■ **Directions**
Go through the material below line by line and count those containing "Manakodam". Write the count and nothing more.

■ **Extracted records**
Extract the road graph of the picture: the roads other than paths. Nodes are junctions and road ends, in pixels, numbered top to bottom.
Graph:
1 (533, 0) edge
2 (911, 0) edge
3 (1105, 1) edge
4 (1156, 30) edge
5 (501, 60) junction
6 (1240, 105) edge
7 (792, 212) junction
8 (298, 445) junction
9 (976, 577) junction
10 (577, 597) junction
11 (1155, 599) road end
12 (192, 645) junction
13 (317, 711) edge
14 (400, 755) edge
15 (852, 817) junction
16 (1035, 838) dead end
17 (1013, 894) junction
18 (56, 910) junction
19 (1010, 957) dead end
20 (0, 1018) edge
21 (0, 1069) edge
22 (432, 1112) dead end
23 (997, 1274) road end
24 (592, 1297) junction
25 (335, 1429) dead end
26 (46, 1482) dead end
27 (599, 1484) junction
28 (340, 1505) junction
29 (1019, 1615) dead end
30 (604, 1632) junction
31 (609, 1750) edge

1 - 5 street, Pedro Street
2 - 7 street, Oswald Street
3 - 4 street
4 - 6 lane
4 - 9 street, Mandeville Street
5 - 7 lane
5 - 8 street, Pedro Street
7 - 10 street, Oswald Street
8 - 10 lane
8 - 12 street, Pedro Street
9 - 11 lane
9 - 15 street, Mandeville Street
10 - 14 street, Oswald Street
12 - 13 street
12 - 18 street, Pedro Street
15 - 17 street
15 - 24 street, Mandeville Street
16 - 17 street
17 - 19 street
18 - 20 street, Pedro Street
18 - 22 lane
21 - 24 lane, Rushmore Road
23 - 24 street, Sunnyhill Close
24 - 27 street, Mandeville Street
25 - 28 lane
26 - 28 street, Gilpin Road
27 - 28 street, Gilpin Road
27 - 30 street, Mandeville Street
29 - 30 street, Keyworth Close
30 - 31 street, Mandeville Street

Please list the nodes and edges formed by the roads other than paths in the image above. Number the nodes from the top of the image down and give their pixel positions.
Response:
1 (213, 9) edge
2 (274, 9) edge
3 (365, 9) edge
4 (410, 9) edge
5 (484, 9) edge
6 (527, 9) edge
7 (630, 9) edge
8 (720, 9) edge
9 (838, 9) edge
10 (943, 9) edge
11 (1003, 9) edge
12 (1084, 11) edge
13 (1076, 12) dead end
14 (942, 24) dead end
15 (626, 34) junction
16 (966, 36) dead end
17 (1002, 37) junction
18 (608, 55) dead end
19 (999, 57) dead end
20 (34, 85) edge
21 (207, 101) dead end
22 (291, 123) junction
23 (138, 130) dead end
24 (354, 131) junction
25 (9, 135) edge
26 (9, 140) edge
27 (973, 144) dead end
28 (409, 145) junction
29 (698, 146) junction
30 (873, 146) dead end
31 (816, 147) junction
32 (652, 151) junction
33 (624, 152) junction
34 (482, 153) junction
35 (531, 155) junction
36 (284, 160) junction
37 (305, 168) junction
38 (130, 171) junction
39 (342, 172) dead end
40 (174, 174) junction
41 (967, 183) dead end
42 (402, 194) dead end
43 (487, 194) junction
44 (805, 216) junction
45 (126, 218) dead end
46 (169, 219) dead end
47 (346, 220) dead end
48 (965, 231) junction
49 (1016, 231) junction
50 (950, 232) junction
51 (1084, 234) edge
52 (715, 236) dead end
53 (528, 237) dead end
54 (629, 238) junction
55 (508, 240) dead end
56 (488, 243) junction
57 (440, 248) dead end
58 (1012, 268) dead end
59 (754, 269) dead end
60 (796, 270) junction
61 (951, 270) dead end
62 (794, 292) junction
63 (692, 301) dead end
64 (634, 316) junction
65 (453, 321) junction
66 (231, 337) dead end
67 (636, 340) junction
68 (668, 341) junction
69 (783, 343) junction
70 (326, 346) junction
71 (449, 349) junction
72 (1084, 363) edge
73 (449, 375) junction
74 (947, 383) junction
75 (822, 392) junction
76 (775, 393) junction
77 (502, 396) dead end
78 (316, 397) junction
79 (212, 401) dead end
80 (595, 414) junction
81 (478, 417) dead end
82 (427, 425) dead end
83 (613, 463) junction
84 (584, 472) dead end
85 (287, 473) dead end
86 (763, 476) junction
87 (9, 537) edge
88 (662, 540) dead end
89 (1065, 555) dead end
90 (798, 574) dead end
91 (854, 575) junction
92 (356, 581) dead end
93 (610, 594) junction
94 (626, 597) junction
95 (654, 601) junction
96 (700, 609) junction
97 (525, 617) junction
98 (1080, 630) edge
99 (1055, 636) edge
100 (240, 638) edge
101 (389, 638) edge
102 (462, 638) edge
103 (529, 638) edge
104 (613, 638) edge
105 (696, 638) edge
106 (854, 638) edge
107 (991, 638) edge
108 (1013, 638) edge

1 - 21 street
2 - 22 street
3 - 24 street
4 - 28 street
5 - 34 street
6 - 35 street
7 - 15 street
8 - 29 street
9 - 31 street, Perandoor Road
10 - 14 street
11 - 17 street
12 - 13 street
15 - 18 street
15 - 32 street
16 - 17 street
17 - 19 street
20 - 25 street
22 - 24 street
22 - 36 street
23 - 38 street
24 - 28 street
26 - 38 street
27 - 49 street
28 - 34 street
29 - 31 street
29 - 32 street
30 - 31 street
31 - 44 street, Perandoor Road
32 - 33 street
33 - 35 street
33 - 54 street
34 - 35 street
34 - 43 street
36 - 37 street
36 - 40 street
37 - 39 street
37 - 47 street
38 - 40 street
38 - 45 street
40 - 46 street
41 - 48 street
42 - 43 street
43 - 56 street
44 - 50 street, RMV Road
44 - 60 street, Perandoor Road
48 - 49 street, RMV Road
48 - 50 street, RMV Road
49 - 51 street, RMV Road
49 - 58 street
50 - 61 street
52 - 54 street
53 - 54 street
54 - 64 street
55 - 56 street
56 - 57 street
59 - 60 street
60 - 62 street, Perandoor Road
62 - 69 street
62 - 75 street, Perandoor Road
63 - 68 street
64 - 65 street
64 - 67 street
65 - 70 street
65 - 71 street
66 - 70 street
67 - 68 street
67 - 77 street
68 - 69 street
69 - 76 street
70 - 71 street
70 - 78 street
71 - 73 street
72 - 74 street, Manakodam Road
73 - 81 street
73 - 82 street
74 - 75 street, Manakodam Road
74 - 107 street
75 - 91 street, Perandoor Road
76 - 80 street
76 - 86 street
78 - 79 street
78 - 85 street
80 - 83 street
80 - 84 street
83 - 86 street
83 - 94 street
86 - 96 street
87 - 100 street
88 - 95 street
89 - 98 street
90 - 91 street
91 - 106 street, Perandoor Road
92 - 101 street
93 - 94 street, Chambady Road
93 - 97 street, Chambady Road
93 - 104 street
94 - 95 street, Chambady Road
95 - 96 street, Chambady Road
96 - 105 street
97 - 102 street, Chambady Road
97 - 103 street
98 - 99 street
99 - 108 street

■ **Task solution**
2